### Material to process
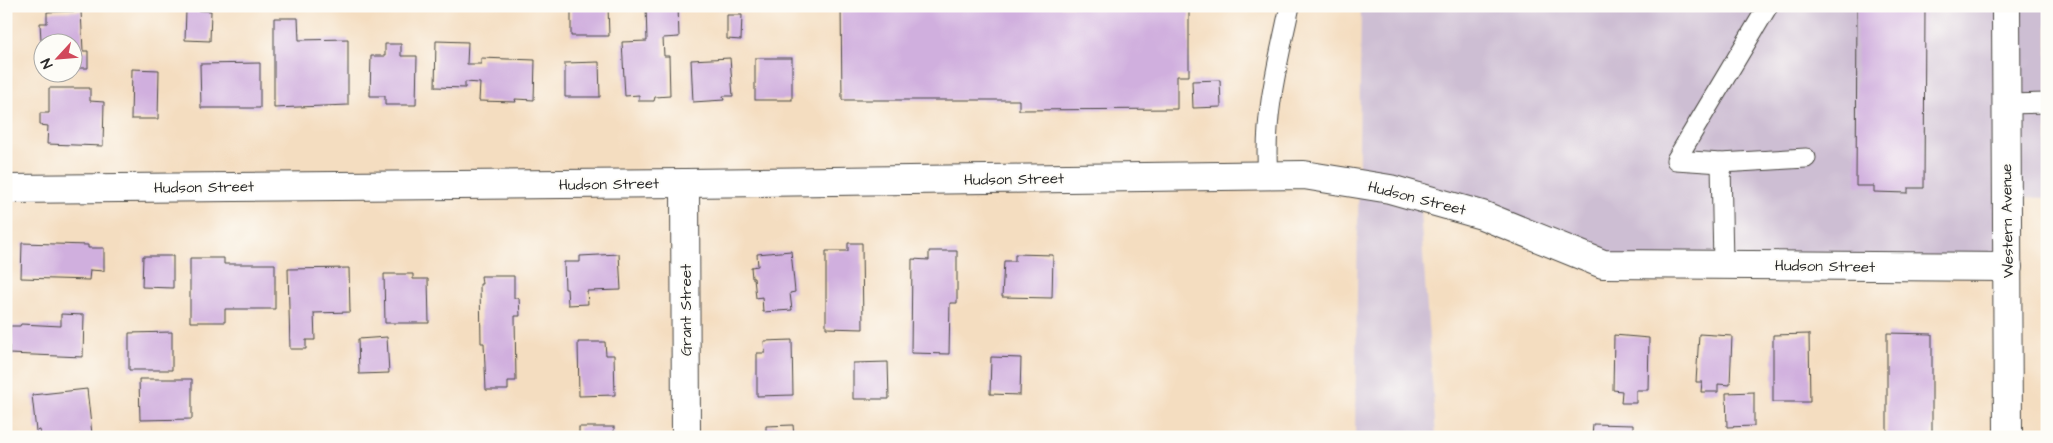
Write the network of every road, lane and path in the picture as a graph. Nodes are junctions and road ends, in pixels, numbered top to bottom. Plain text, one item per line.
1 (1290, 6) edge
2 (1768, 6) edge
3 (2006, 6) edge
4 (2005, 104) junction
5 (2047, 104) edge
6 (1806, 158) dead end
7 (1721, 164) junction
8 (1268, 175) junction
9 (685, 183) junction
10 (6, 189) edge
11 (1723, 264) junction
12 (2008, 267) junction
13 (686, 437) edge
14 (2008, 437) edge

1 - 8 lane
2 - 7 lane
3 - 4 street, Western Avenue
4 - 5 lane
4 - 12 street, Western Avenue
6 - 7 lane
7 - 11 lane
8 - 9 street, Hudson Street
8 - 11 street, Hudson Street
9 - 10 street, Hudson Street
9 - 13 street, Grant Street
11 - 12 street, Hudson Street
12 - 14 street, Western Avenue

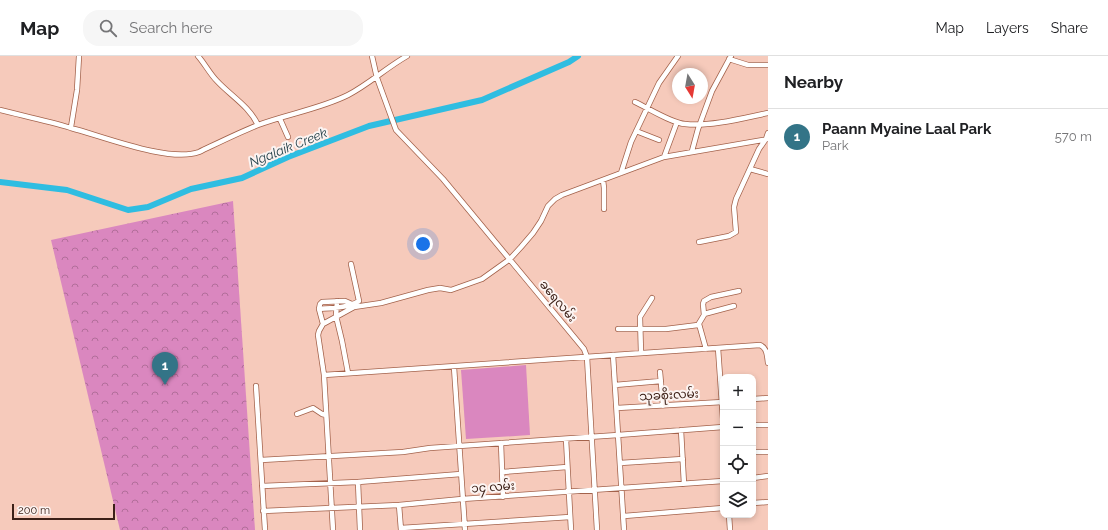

### What the task asks
Only the text of the records above is to be reproduced, exactly as given; the pictures are dropped.

### Reply
Write the network of every road, lane and path in the picture as a graph. Nodes are junctions and road ends, in pixels, numbered top to bottom. Plain text, one item per line.
1 (1290, 6) edge
2 (1768, 6) edge
3 (2006, 6) edge
4 (2005, 104) junction
5 (2047, 104) edge
6 (1806, 158) dead end
7 (1721, 164) junction
8 (1268, 175) junction
9 (685, 183) junction
10 (6, 189) edge
11 (1723, 264) junction
12 (2008, 267) junction
13 (686, 437) edge
14 (2008, 437) edge

1 - 8 lane
2 - 7 lane
3 - 4 street, Western Avenue
4 - 5 lane
4 - 12 street, Western Avenue
6 - 7 lane
7 - 11 lane
8 - 9 street, Hudson Street
8 - 11 street, Hudson Street
9 - 10 street, Hudson Street
9 - 13 street, Grant Street
11 - 12 street, Hudson Street
12 - 14 street, Western Avenue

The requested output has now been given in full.